Les Ducs d’Angers ont officialisé le départ de leur gardien emblématique, Matt O’Connor, ce jeudi 21 mai 2026. Arrêté depuis près de six mois après une agression survenue en décembre 2025, le portier n°1 du club a livré son témoignage à Ouest France, quelques heures seulement après l’annonce. Son récit met en lumière les conséquences d’un traumatisme crânien sévère, mais aussi les incertitudes qui pèsent désormais sur sa carrière.
Ce qu'il faut retenir
- Les Ducs d’Angers ont annoncé le départ de leur gardien Matt O’Connor, inactif depuis décembre 2025 après une agression.
- O’Connor souffre de séquelles persistantes liées à une commotion cérébrale et n’a pas repris l’entraînement depuis six mois.
- Un médecin lui a conseillé d’abandonner la pratique du hockey en raison des risques encourus.
- Son avenir sportif reste incertain, bien que le club n’ait pas évoqué un licenciement.
- O’Connor évoque les défis quotidiens liés à cette situation, entre incertitude professionnelle et volonté de reconstruction.
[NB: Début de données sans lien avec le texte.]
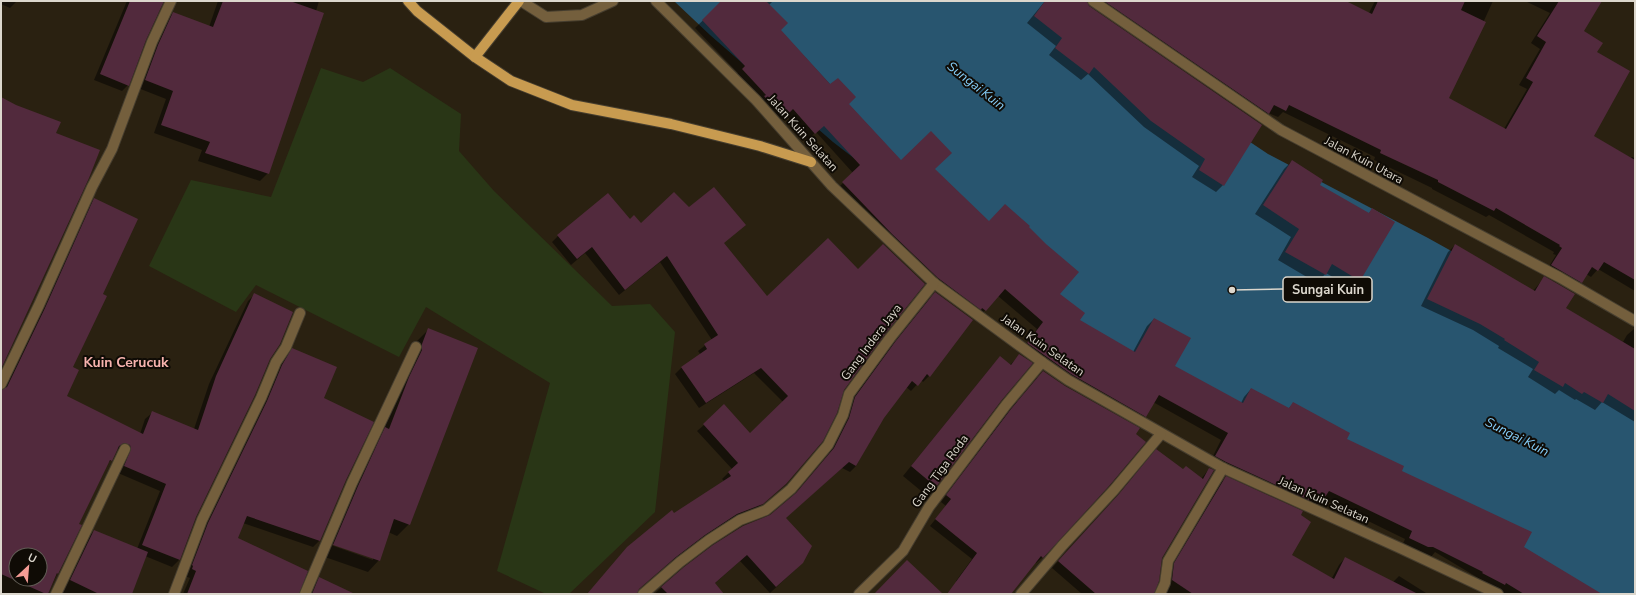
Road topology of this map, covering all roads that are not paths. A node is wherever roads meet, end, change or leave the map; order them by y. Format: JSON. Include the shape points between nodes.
{"nodes":[{"id":1,"x":171,"y":1,"type":"edge"},
{"id":2,"x":408,"y":1,"type":"edge"},
{"id":3,"x":520,"y":1,"type":"edge"},
{"id":4,"x":613,"y":1,"type":"edge"},
{"id":5,"x":656,"y":1,"type":"edge"},
{"id":6,"x":1093,"y":1,"type":"edge"},
{"id":7,"x":476,"y":57,"type":"junction"},
{"id":8,"x":811,"y":162,"type":"junction"},
{"id":9,"x":934,"y":283,"type":"junction"},
{"id":10,"x":300,"y":313,"type":"dead end"},
{"id":11,"x":1635,"y":321,"type":"edge"},
{"id":12,"x":416,"y":347,"type":"dead end"},
{"id":13,"x":1042,"y":362,"type":"junction"},
{"id":14,"x":1,"y":384,"type":"edge"},
{"id":15,"x":1161,"y":434,"type":"junction"},
{"id":16,"x":125,"y":449,"type":"dead end"},
{"id":17,"x":1223,"y":468,"type":"junction"},
{"id":18,"x":56,"y":594,"type":"edge"},
{"id":19,"x":174,"y":594,"type":"edge"},
{"id":20,"x":305,"y":594,"type":"edge"},
{"id":21,"x":643,"y":594,"type":"edge"},
{"id":22,"x":859,"y":594,"type":"edge"},
{"id":23,"x":1021,"y":594,"type":"edge"},
{"id":24,"x":1160,"y":594,"type":"edge"},
{"id":25,"x":1498,"y":594,"type":"edge"}],
"edges":[{"from":1,"to":14,"type":"street","via":[[152,42],[112,149]]},
{"from":2,"to":7,"type":"main road","via":[[416,11]]},
{"from":3,"to":4,"type":"street","via":[[546,16],[582,15]]},
{"from":3,"to":7,"type":"main road"},
{"from":5,"to":8,"type":"street","name":"Jalan Kuin Selatan","via":[[756,100]]},
{"from":6,"to":11,"type":"street","name":"Jalan Kuin Utara","via":[[1281,130],[1559,277]]},
{"from":7,"to":8,"type":"main road","via":[[511,81],[572,105],[671,124],[760,146]]},
{"from":8,"to":9,"type":"street","name":"Jalan Kuin Selatan","via":[[832,186]]},
{"from":9,"to":13,"type":"street","name":"Jalan Kuin Selatan"},
{"from":9,"to":21,"type":"street","name":"Gang Indera Jaya","via":[[849,394],[843,415],[828,445],[791,489],[766,510],[740,520],[709,540]]},
{"from":10,"to":19,"type":"street","via":[[202,520]]},
{"from":12,"to":20,"type":"street","via":[[352,483]]},
{"from":13,"to":15,"type":"street","name":"Jalan Kuin Selatan"},
{"from":13,"to":22,"type":"street","name":"Gang Tiga Roda","via":[[929,507],[904,551]]},
{"from":15,"to":17,"type":"street","name":"Jalan Kuin Selatan"},
{"from":15,"to":23,"type":"street"},
{"from":16,"to":18,"type":"street"},
{"from":17,"to":24,"type":"street","via":[[1168,560],[1165,582]]},
{"from":17,"to":25,"type":"street","name":"Jalan Kuin Selatan"}]}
Un arrêt brutal après une agression en décembre
Le parcours de Matt O’Connor, gardien des Ducs d’Angers depuis 2020, a basculé le 12 décembre 2025 lors d’un match de Ligue Magnus à domicile. Une altercation avec un adversaire a entraîné une chute brutale, suivie d’un choc violent à la tête. O’Connor a été évacué sur civière et transporté à l’hôpital, où un diagnostic de commotion cérébrale sévère a été posé. Depuis, il n’a plus foulé la glace, ni participé à une seule séance d’entraînement.
Son absence prolongée a conduit le club à réorganiser son effectif, avec l’arrivée d’un gardien remplaçant pour pallier son indisponibilité. Selon Ouest France, la direction angevine a attendu près de six mois avant d’officialiser son départ, confirmant ainsi que le portier ne serait pas de retour sous le maillot bleu et blanc.
Un diagnostic médical alarmant et une décision difficile
Dans les jours qui ont suivi son accident, les médecins de l’équipe ont alerté O’Connor sur les risques d’une reprise trop précoce. « Un médecin m’a conseillé d’arrêter le hockey », a-t-il déclaré à Ouest France. Les séquelles de sa commotion, bien que non détaillées publiquement, l’empêchent aujourd’hui de reprendre une activité physique intense sans risque pour sa santé. « Je ne sais pas si je pourrai rejouer un jour », a-t-il confié, soulignant l’incertitude qui pèse sur son avenir.
Cette situation n’est pas sans précédent dans le hockey professionnel. Les commotions cérébrales, surtout lorsqu’elles sont répétées, peuvent entraîner des troubles neurologiques graves. Plusieurs anciens joueurs de la Ligue Magnus ont mis fin à leur carrière après des blessures similaires, illustrant la vulnérabilité des gardiens, souvent exposés aux contacts lors des matchs.
Un témoignage sur les conséquences au quotidien
Au-delà des aspects sportifs, Matt O’Connor évoque les défis personnels liés à cette convalescence forcée. « Le hockey, c’était ma vie », a-t-il expliqué. Aujourd’hui, il doit composer avec une routine bouleversée, marquée par des séances de rééducation et une remise en question permanente. « Parfois, je me demande si je vais pouvoir retrouver une vie normale », a-t-il ajouté, sans cacher l’angoisse que génère cette incertitude.
Son témoignage rejoint celui d’autres athlètes ayant subi des traumatismes similaires, comme le footballeur Alphonso Davies ou le rugbyman Alexandre Albouy, qui ont dû adapter leur parcours après des commotions graves. Pour O’Connor, la reconstruction passe aussi par un soutien psychologique, souvent sous-estimé dans le milieu sportif.
Le cas de Matt O’Connor rappelle une fois de plus les dangers des commotions cérébrales dans les sports de contact. Alors que les protocoles de sécurité s’intensifient, son histoire illustre aussi la fragilité des carrières sportives, où un instant suffit parfois à tout bouleverser.
Selon Ouest France, Matt O’Connor est suivi par une équipe médicale qui évalue régulièrement son état neurologique. Aucune date n’a été fixée pour une reprise éventuelle, mais les spécialistes devraient rendre un avis définitif d’ici la fin 2026.